- _Information given_:
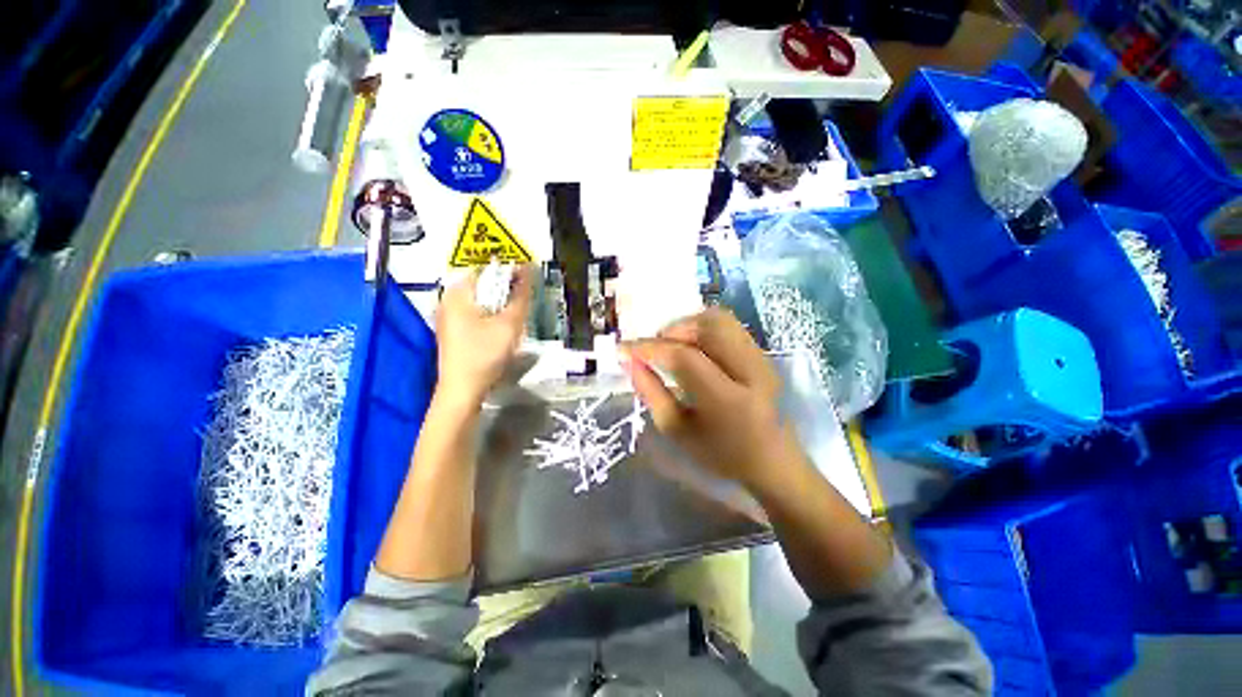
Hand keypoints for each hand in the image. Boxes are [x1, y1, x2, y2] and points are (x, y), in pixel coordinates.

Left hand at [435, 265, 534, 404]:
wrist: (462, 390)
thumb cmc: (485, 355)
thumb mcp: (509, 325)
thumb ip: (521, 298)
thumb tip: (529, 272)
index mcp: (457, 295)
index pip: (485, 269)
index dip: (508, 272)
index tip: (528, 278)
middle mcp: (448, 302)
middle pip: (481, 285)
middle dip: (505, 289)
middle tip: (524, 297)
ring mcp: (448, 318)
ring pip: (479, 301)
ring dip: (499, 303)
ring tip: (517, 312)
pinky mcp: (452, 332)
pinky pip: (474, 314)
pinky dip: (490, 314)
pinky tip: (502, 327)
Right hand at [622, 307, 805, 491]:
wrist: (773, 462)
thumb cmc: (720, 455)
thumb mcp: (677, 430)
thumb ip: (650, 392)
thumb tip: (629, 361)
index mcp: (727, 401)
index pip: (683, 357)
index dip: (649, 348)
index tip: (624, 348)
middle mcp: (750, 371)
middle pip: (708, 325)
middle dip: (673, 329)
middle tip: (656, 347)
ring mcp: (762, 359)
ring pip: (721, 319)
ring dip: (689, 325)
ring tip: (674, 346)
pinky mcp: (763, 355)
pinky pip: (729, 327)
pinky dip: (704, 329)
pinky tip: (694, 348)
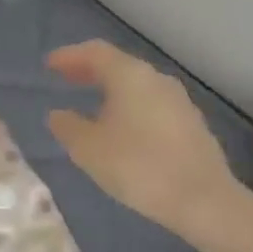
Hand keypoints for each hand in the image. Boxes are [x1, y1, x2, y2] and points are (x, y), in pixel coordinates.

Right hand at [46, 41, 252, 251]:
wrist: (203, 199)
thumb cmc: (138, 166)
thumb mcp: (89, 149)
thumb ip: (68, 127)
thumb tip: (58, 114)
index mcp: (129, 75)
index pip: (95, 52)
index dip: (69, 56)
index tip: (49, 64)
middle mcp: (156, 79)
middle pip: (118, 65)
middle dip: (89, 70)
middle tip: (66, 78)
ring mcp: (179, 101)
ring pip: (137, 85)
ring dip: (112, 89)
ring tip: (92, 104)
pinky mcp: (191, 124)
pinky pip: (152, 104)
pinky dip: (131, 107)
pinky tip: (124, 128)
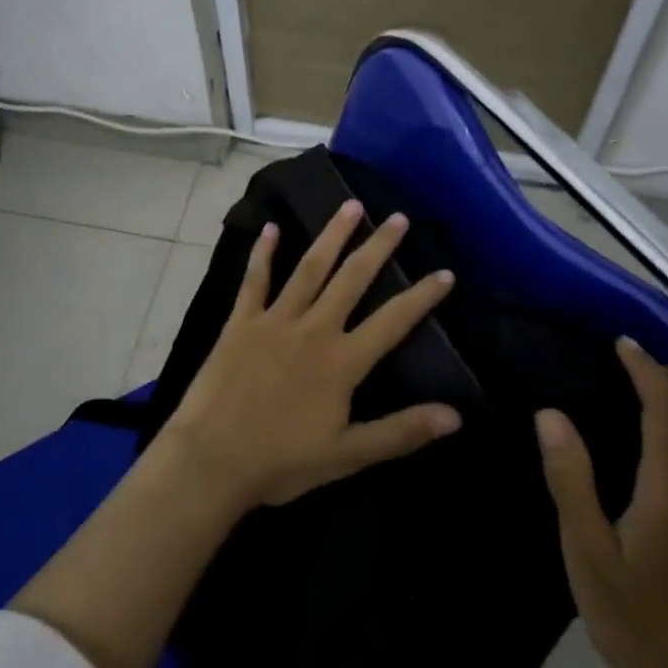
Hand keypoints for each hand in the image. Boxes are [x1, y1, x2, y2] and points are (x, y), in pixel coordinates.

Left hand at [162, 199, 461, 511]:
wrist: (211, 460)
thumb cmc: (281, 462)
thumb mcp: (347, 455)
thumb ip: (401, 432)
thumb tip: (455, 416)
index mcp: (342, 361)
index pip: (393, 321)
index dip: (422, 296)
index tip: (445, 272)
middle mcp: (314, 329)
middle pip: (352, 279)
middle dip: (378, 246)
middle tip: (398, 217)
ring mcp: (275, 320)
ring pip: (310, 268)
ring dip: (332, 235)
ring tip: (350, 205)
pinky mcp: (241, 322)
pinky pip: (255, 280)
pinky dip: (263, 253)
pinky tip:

- _Brief_:
Above are the records. Copy word for word only their lines from the one holding "pinky mcp: (763, 355)" through the one holding "thumb cmc: (138, 166)", both included, and skip the images.

- _Finished task_:
pinky mcp: (763, 355)
pinky pip: (729, 327)
pinky dip: (704, 329)
pinky tip: (694, 348)
Hand keypoints for each hand in the image. Boxes are [x1, y1, x2, y2] and points are (x, y), in pixel coordinates.

Right hand at [46, 41, 252, 251]:
wrist: (203, 199)
thumb cmc: (138, 166)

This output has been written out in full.